You do that kitchen dance (humping dance) when something is that good... so get ready. These golden-crisp cakes borrow from crab cakes in that they are made with fish and turn out flaky, but I've never had a crab cake that tastes this good. (They are usually heavy and overly fishy.)
Here, I used canned tuna and baked potato for a sturdy base. Then I added onion, bell pepper, and celery--the classic Cajun trifecta—all the appropriate spices, cilantro, and beaten egg. The chopping and prepping is the hardest part, but it isn't difficult. Then you make patties and fry them in olive oil until golden. Dip or drizzle with my Comeback Sauce... Oh, you'll come back. :)
Notes: Olive oil is extra virgin.
CAJUN TUNA CAKES WITH COMEBACK SAUCE
Ingredients: 3 tbsp. olive oil, 1 cup cooked and mashed russet potato (1 large), 1 can tuna packed in water, 1/2 cup chopped red or mixed bell pepper, 2 chopped green onions, 1/4 cup chopped cilantro, 1/3 cup minced celery (1 small stalk), 1 large beaten egg, 1 tsp. paprika, 1/2 tsp. garlic powder, 1/2 tsp. onion powder, 1/2 tsp. sea salt, 1/2 tsp. pepper, 1/2 tsp. ground oregano, 1/4 tsp. cayenne pepper.

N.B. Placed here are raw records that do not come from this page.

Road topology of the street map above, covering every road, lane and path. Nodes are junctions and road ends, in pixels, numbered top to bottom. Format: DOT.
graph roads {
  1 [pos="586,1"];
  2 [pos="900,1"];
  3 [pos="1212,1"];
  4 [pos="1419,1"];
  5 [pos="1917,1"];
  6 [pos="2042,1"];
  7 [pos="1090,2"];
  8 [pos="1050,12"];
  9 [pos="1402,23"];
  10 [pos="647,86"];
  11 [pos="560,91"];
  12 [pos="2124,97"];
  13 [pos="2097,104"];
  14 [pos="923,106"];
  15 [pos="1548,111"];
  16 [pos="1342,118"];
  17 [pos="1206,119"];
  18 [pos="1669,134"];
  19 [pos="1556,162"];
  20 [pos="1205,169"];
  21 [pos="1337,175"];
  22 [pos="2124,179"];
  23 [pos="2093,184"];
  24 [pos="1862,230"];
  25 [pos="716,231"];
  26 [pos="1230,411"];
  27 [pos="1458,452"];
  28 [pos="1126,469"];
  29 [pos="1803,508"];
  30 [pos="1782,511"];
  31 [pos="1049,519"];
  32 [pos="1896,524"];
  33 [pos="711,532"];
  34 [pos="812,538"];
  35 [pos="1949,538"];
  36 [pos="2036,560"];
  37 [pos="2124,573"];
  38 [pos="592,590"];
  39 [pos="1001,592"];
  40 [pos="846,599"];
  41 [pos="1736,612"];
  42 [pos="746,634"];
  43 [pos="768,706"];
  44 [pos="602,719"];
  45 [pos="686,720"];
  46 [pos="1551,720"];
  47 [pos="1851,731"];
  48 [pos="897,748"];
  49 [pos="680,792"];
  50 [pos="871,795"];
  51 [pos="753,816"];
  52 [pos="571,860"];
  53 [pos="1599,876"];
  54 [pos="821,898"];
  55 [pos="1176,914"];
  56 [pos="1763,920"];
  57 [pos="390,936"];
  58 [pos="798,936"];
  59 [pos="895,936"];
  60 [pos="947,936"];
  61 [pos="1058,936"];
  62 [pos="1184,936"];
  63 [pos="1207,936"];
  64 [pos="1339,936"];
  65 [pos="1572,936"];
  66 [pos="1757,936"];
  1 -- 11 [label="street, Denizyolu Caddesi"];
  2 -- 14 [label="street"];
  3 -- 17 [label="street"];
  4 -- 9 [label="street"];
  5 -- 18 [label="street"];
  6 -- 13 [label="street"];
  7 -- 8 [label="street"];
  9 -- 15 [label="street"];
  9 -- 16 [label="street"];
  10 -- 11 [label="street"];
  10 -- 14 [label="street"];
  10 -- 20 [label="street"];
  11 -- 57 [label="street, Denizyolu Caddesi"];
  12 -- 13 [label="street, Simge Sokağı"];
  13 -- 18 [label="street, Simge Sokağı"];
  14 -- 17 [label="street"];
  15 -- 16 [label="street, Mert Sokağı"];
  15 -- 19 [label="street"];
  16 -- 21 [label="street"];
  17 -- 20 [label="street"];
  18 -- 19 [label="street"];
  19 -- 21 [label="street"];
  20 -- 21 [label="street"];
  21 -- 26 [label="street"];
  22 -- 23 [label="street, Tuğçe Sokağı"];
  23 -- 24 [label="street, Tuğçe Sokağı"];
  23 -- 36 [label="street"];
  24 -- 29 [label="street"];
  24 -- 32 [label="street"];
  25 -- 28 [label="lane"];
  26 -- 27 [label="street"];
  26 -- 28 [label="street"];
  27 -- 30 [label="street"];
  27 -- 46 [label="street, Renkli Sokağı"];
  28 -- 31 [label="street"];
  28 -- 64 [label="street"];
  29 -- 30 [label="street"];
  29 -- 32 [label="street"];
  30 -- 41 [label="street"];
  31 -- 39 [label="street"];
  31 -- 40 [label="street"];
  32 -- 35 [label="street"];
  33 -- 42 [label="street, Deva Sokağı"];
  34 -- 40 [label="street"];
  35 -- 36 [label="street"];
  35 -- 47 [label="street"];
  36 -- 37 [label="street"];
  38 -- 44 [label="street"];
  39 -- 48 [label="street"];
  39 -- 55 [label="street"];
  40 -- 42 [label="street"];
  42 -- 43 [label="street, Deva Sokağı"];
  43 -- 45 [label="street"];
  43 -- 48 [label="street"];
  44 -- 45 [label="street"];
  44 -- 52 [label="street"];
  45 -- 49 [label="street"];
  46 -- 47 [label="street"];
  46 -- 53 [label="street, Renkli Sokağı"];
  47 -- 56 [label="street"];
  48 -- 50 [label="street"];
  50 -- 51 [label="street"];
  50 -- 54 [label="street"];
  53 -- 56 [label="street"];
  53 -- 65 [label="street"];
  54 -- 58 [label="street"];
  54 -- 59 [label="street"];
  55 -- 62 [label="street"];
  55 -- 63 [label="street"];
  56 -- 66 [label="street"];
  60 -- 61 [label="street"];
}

For the Comeback Sauce: 1/2 cup mayonnaise, 1/4 cup ketchup, 2 tbsp. Sriracha, 2 tbsp. Worcestershire sauce, 1/2 tsp. smoked paprika, 1/2 tsp. garlic powder, 1/2 tsp. onion powder, 1/2 tsp. dry mustard, 1/4 tsp. sea salt, 1/4 tsp. pepper.
Serves 2-4.
1. Prep the cakes: Finely chop the bell pepper, celery, cilantro, and green onion and add to a large bowl with the potato. Drain the tuna and add it in. Pour in the beaten egg and all the spices. Mix well and form 10-12 patties.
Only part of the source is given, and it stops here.